Another contradiction within these theories is their heavy emphasis on the timing of gender intensification as a corollary to the timing of the emergence of the gender gap in affective disorders. As noted earlier, social learning and gender typing have been shown to begin in the first few years of life. If identification with a feminine stereotype is as strongly linked to depression as some of these theorists suggest, the finding that the rates of depression in prepubertal children are equal between genders is counterintuitive (Gelman et al., 2004). A more sophisticated version of the gender intensification hypothesis posits that what is socialized in girls during childhood are reductions in instrumentality and increased experiences of helplessness and dependency (see earlier; Sheeber et al., 2002). These socialization experiences then constitute a diathesis that interacts with the developmental demands of early adolescence to create greater risk for depression in females. However, even this very plausible view of the role of socialization pressures during adolescence needs to explain what it is about the developmental demands of early adolescence that is specifically associated with the emergence of depressive disorders in vulnerable females (as opposed to, say, anxiety where gender differences are seen much earlier in life; Lewinsohn et al., 1998).

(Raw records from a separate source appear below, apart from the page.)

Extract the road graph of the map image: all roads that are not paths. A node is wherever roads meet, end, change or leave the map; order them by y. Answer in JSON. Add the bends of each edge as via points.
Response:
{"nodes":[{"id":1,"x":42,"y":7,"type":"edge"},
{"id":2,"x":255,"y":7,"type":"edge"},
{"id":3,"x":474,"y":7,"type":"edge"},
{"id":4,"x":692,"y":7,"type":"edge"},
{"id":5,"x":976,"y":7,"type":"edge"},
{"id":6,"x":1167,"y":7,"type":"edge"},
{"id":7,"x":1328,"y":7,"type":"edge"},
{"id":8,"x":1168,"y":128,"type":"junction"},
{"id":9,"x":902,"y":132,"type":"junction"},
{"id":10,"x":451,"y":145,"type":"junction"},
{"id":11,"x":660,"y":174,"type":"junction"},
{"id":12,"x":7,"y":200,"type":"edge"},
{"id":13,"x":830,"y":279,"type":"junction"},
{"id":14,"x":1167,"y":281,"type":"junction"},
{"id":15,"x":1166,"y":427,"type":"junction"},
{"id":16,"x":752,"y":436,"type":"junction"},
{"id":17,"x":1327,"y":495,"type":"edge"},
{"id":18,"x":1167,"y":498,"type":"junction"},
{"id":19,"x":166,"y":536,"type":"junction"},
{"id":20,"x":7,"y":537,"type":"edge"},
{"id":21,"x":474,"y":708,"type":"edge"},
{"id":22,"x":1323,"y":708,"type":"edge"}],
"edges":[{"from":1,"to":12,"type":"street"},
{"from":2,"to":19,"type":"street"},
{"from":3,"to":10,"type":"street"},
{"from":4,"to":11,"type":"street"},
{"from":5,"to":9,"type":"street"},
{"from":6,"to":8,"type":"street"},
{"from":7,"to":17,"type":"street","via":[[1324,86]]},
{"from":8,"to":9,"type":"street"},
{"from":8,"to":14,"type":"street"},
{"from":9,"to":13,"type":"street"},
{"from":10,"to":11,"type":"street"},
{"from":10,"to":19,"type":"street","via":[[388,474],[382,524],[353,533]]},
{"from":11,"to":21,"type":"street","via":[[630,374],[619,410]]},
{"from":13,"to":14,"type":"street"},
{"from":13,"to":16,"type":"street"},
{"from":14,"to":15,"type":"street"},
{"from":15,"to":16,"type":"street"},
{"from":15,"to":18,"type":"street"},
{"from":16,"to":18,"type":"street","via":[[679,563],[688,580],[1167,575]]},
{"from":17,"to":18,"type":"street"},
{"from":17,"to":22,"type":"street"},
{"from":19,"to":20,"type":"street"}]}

Finally, although the degree of gender gap in depressive disorders is unevenly distributed, such that women in disadvantaged sectors of society (e.g., women of color, women living in poverty, single mothers and those with less than a high school education) are disproportionately affected (Everson et al., 2002), the fact that the gender gap is also reliably observed in more privileged social groups casts doubt on the validity of a theory which posits membership of a devalued social group as the primary causative influence on depression.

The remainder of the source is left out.